Y Prosigue en tono efectista:
— Vamos, no seas necio: te va en ello la vida. No quieras provocar nuestra justa indignación. Reflexiona ahora; mañana será tarde...
Vicente ha escuchado la burda perorata en ademán desdeñoso. Al fin, toma la voz, para replicar virilmente, con noble agresividad:
—Un tesoro tengo en' este mundo:
Jesucristo; y un ideal: morir por Él. Ya lo sabes: si quieres complacerme, afila la espada. Soy cristiano y lo he sido siempre. Mil vidas que tuviera serían pocas para ofrendarlas a Aquel que dio la suya por mí...
El Presidente no le dejó terminar:
—Ea, castigad a este cínico como se merece — grita con vesania.
¿Para qué más? Los verdugos, cebados en sangre cristiana, se apoderan violentamente del Mártir y empiezan a abofetearle con saña. Luego, para mayor mofa —para que se parezca más a su Divino Maestro, diríamos nosotros—, le despojan de sus ropas y lo exponen desnudo a las lúbricas miradas de la chusma, mientras desgarran sus carnes con uñas de hierro.
Vicente cae al suelo extenuado. Está chorreando sangre por todas partes.
El Presidente, con torpe criterio, cree que su triunfo es ahora fácil:
— ¿Ves? —dice al mártir—. ¿Quién te librará de mi enojo? Sacrifica de una vez, si quieres que los dioses te sean propicios; de lo contrario, serás en breve pasto de las fieras. Además, ¿no consideras afrentoso para una persona de tu calidad estar expuesto desnudo a las miradas del populacho?
— ¿Qué es lo que dices? ¿Avergonzarme de mi desnudez? — responde tesonero Vicente—. Tengo a gala sufrir por Cristo, y esta afrenta que me asemeja tanto a Él, me colma de alegría. Mis blasones son estas- heridas, que presentaré al Señor como trofeo de victoria. Daciano estaba hecho un basilisco: —Que le coloquen en el ecúleo y le desencajen los huesos; que le levanten con poleas y le dejen caer una y otra vez sobre agudas piedras; que le echen luego a una sentina, hasta que pierda la vida como un miserable.
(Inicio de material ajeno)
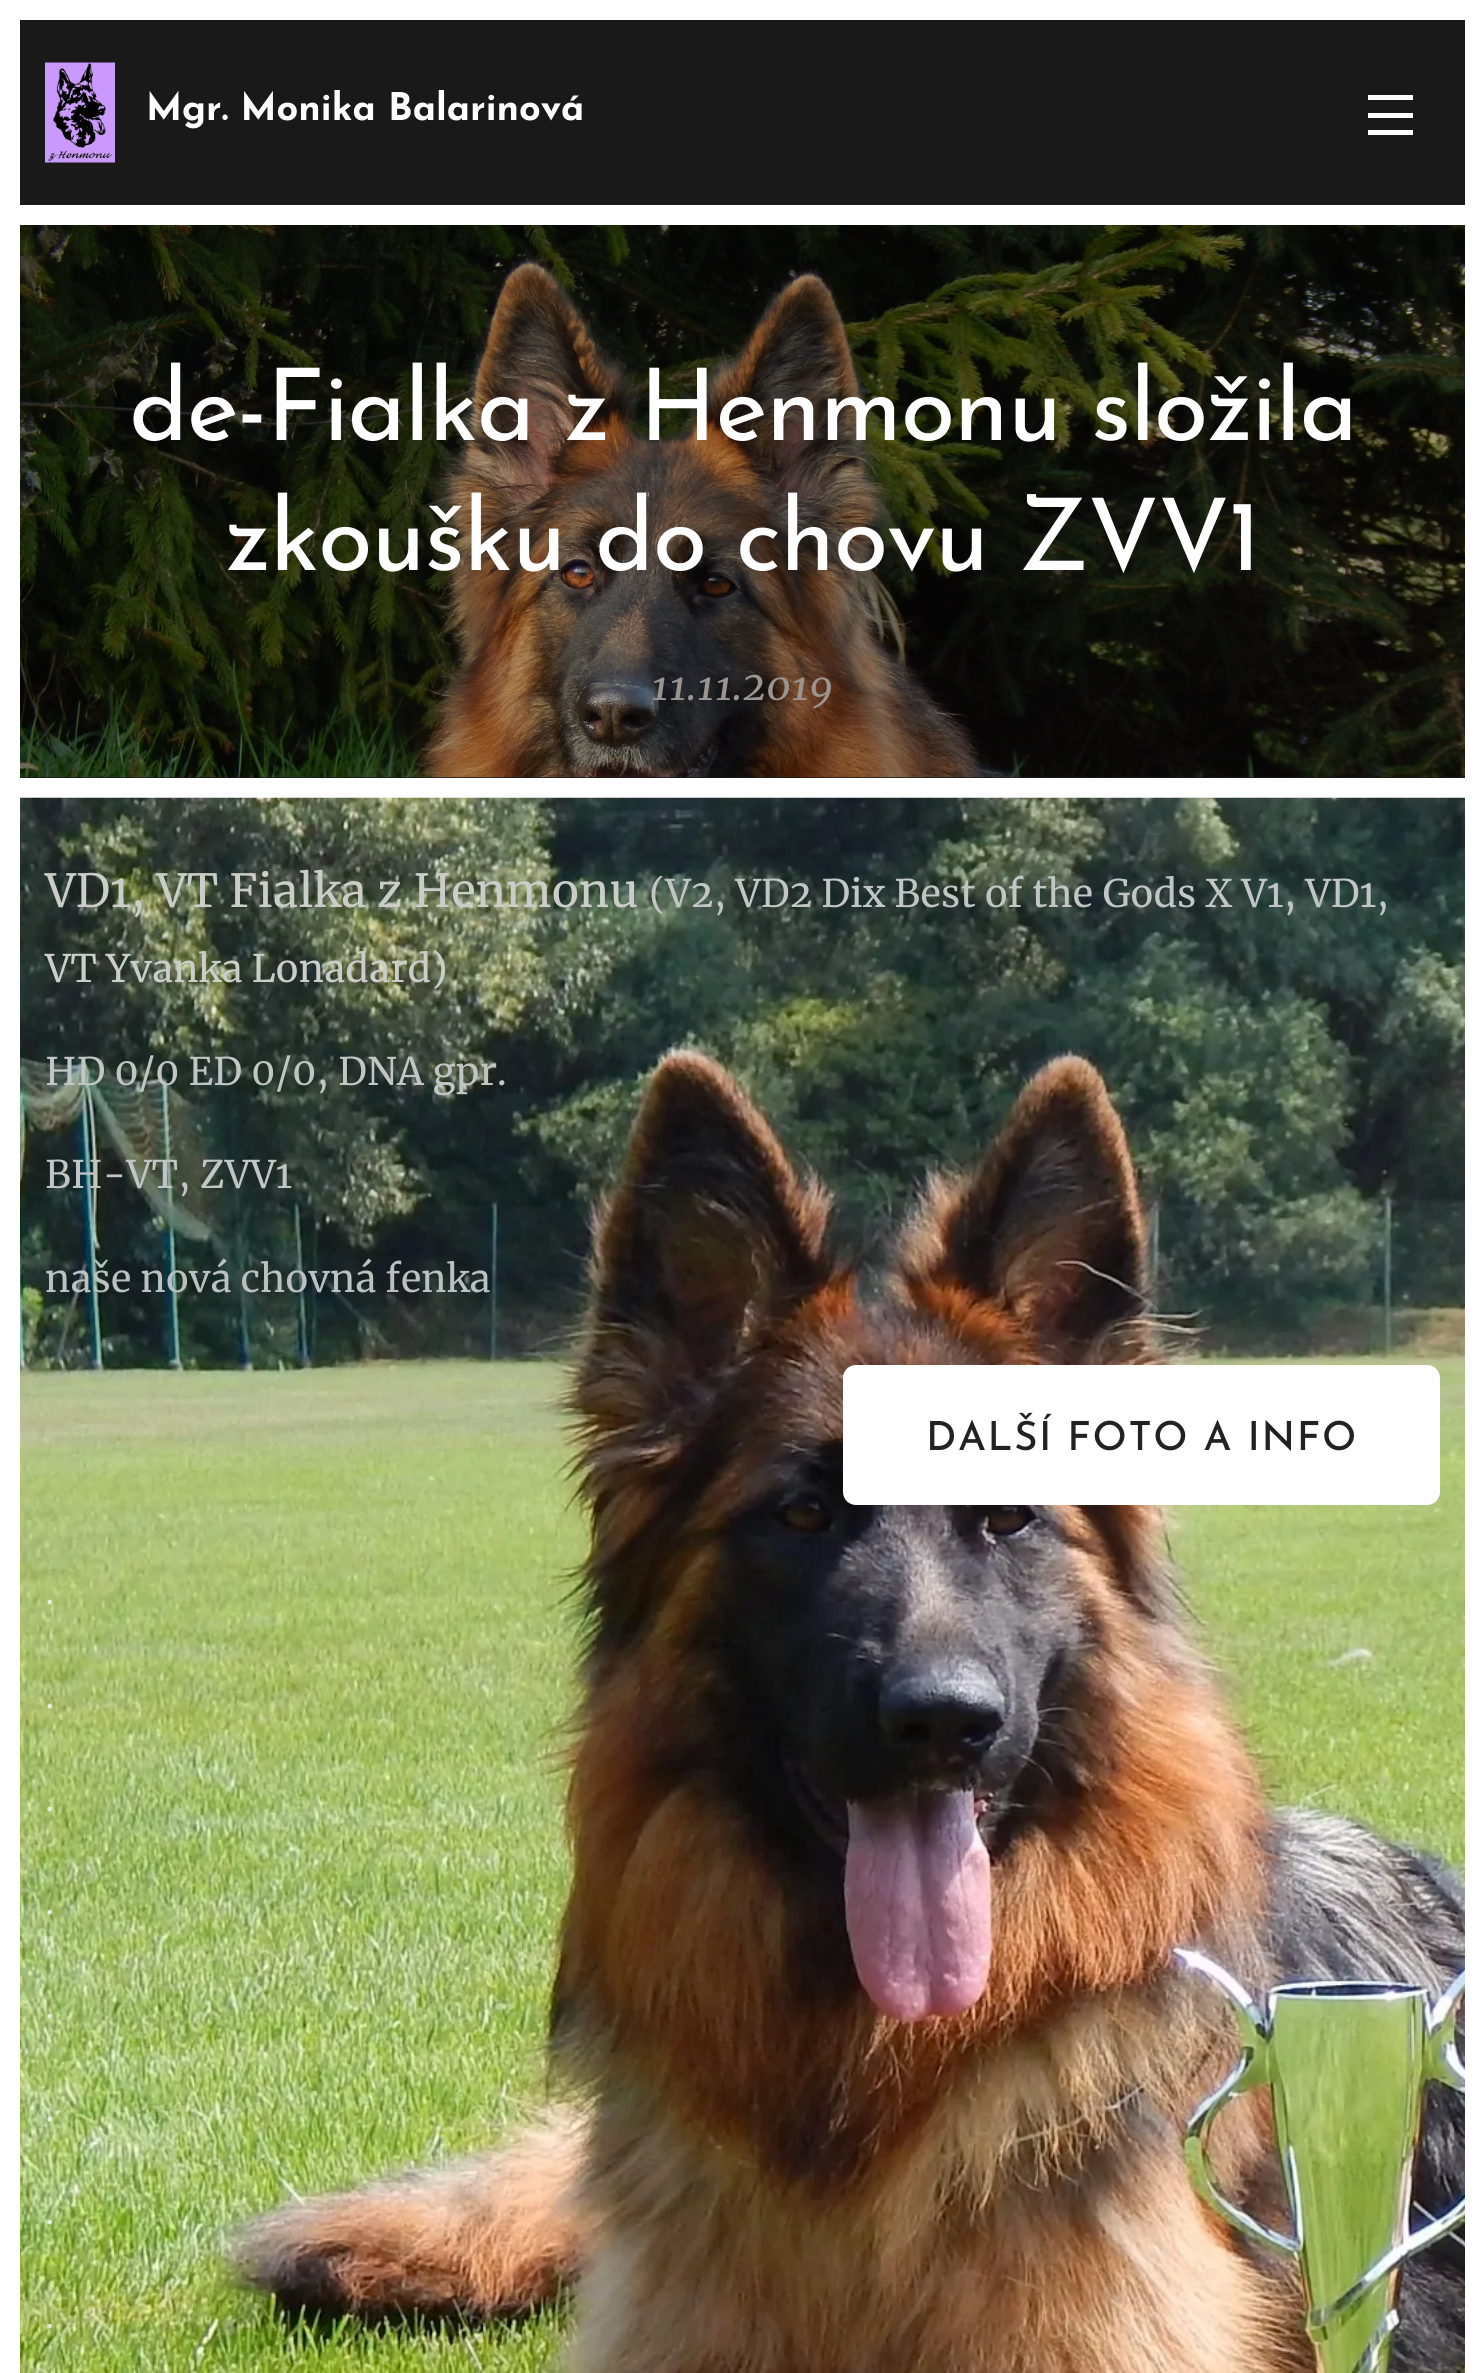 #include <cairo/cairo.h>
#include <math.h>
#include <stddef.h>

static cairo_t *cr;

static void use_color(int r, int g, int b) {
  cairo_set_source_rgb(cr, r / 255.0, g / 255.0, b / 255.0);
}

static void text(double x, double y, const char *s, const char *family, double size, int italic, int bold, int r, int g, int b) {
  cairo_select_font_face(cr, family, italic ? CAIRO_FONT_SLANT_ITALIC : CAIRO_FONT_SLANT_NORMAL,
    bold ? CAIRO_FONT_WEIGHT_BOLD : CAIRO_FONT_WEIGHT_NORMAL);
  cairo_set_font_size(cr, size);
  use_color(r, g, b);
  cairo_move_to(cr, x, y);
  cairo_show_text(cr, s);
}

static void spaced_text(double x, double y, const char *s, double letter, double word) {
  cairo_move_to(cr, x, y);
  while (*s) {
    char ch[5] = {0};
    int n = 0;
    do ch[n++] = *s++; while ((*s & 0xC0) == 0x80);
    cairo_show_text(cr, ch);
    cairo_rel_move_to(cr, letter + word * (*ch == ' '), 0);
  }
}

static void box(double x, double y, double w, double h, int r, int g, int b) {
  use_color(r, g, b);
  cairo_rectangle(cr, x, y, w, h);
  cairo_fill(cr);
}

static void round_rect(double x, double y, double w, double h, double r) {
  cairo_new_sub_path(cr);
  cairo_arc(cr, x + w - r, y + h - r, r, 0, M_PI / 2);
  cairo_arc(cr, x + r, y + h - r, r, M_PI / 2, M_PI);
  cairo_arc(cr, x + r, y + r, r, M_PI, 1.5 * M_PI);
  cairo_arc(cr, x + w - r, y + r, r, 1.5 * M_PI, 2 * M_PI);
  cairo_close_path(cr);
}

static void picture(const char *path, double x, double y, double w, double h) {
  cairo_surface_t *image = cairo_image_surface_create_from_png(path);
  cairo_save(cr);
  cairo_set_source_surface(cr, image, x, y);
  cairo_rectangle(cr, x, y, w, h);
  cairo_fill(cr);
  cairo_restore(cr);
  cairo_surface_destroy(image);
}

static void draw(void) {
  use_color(255, 255, 255);
  cairo_paint(cr);
  box(20, 20, 1445, 185, 25, 25, 25);
  picture("img_01.png", 45, 62, 70, 101);
  box(1368, 113, 45, 5, 255, 255, 255);
  box(1368, 95, 45, 5, 255, 255, 255);
  box(1368, 130, 45, 5, 255, 255, 255);
  box(20, 777, 1445, 1, 27, 27, 27);
  picture("img_02.png", 20, 225, 1445, 553);
  picture("img_03.png", 20, 797, 1445, 1576);
  use_color(255, 255, 255);
  round_rect(844.5, 1366.5, 594, 137, 11.5);
  cairo_fill_preserve(cr);
  cairo_set_line_width(cr, 3);
  cairo_stroke(cr);
  text(146, 120, "Mgr. Monika Balarinová", "Josefin Sans", 38, 0, 1, 255, 255, 255);
  cairo_select_font_face(cr, "Josefin Sans", CAIRO_FONT_SLANT_NORMAL, CAIRO_FONT_WEIGHT_NORMAL);
  cairo_set_font_size(cr, 100);
  spaced_text(129, 440, "de-Fialka z Henmonu složila", -1.5, 0);
  spaced_text(225, 570, "zkoušku do chovu ZVV1", -1.5, 0);
  text(651, 700, "11.11.2019", "Merriweather", 40, 1, 0, 155, 148, 144);
  text(45, 907, "VD1, VT Fialka z Henmonu", "Merriweather", 45.6, 0, 0, 203, 206, 200);
  text(649, 907, "(V2, VD2 Dix Best of the Gods X V1, VD1,", "Merriweather", 38, 0, 0, 193, 198, 196);
  text(45, 982, "VT Yvanka Lonadard)", "Merriweather", 38, 0, 0, 203, 206, 200);
  text(45, 1085, "HD 0/0 ED 0/0, DNA gpr.", "Merriweather", 38, 0, 0, 193, 198, 196);
  text(45, 1188, "BH-VT, ZVV1", "Merriweather", 38, 0, 0, 193, 198, 196);
  text(45, 1292, "naše nová chovná fenka", "Merriweather", 38, 0, 0, 187, 192, 192);
  cairo_select_font_face(cr, "Josefin Sans Medium", CAIRO_FONT_SLANT_NORMAL, CAIRO_FONT_WEIGHT_NORMAL);
  cairo_set_font_size(cr, 40);
  use_color(34, 34, 34);
  spaced_text(926, 1450, "DALŠÍ FOTO A INFO", 1.6, 0);
  text(45, 1604, ".", "Merriweather Light", 38, 0, 0, 230, 238, 213);
  text(45, 1708, ".", "Merriweather Light", 38, 0, 0, 230, 238, 213);
  text(45, 1811, ".", "Merriweather Light", 38, 0, 0, 230, 238, 213);
  text(45, 1914, ".", "Merriweather Light", 38, 0, 0, 230, 238, 213);
  text(45, 2018, ".", "Merriweather Light", 38, 0, 0, 230, 238, 213);
  text(45, 2121, ".", "Merriweather Light", 38, 0, 0, 233, 241, 221);
  text(45, 2224, ".", "Merriweather Light", 38, 0, 0, 230, 238, 213);
  text(45, 2328, ".", "Merriweather Light", 38, 0, 0, 224, 231, 203);
}

int main(void) {
  cairo_surface_t *surface = cairo_image_surface_create(CAIRO_FORMAT_RGB24, 1483, 2373);
  cr = cairo_create(surface);
  cairo_font_options_t *options = cairo_font_options_create();
  cairo_font_options_set_hint_metrics(options, CAIRO_HINT_METRICS_OFF);
  cairo_font_options_set_hint_style(options, CAIRO_HINT_STYLE_NONE);
  cairo_set_font_options(cr, options);
  cairo_set_miter_limit(cr, 4);
  draw();
  cairo_surface_write_to_png(surface, "out.png");
  cairo_font_options_destroy(options);
  cairo_destroy(cr);
  cairo_surface_destroy(surface);
  return 0;
}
La orden se cumple con cruel exactitud; pero Dios sale por los fueros de su Siervo —al fin, sus fueros— y lo cura milagrosamente. Daciano queda estupefacto; más, cerrado a la gracia, grita y gesticula a la loquesca:
— ¡Insensato! ¿Piensas escapar de mis manos? No, no te valdrán tus mañas mágicas, Sabe que, si estás con vida, a la bondad de nuestros dioses lo debes.
Vicente, firme hasta la muerte, responde con esta maravillosa profesión de fe, digna de tan gloriosa causa:
— ¡Oh, Daciano!, ignoro los artificios de la magia, y por lo que toca a vuestros ídolos, líbreme, Dios de reconocerlos como autores de mi curación. Mi único Dueño y Señor es Jesucristo, Dios y hombre verdadero, el cual bajó del cielo a salvarnos y se encamó en las purísimas entrañas de María Virgen, por obra del Espíritu Santo. Ese mismo Señor es quien se ha dignado enviar un rayo de su lumbre divina hasta el fondo de mi estrecha cárcel, para disipar las tinieblas de mi entendimiento. Por ella quedé curado y de ella sacaré nuevas fuerzas para padecer mayores tormentos.
Estamos en la apoteosis del triunfo. El Presidente, frenético, ha mandado arrojarle a una hoguera. Las llamas respetan el cuerpo del Mártir, que queda intacto; pero su alma vuela al cielo el 19 de abril del año 303, en el alba sangrienta de la paz constantiniana.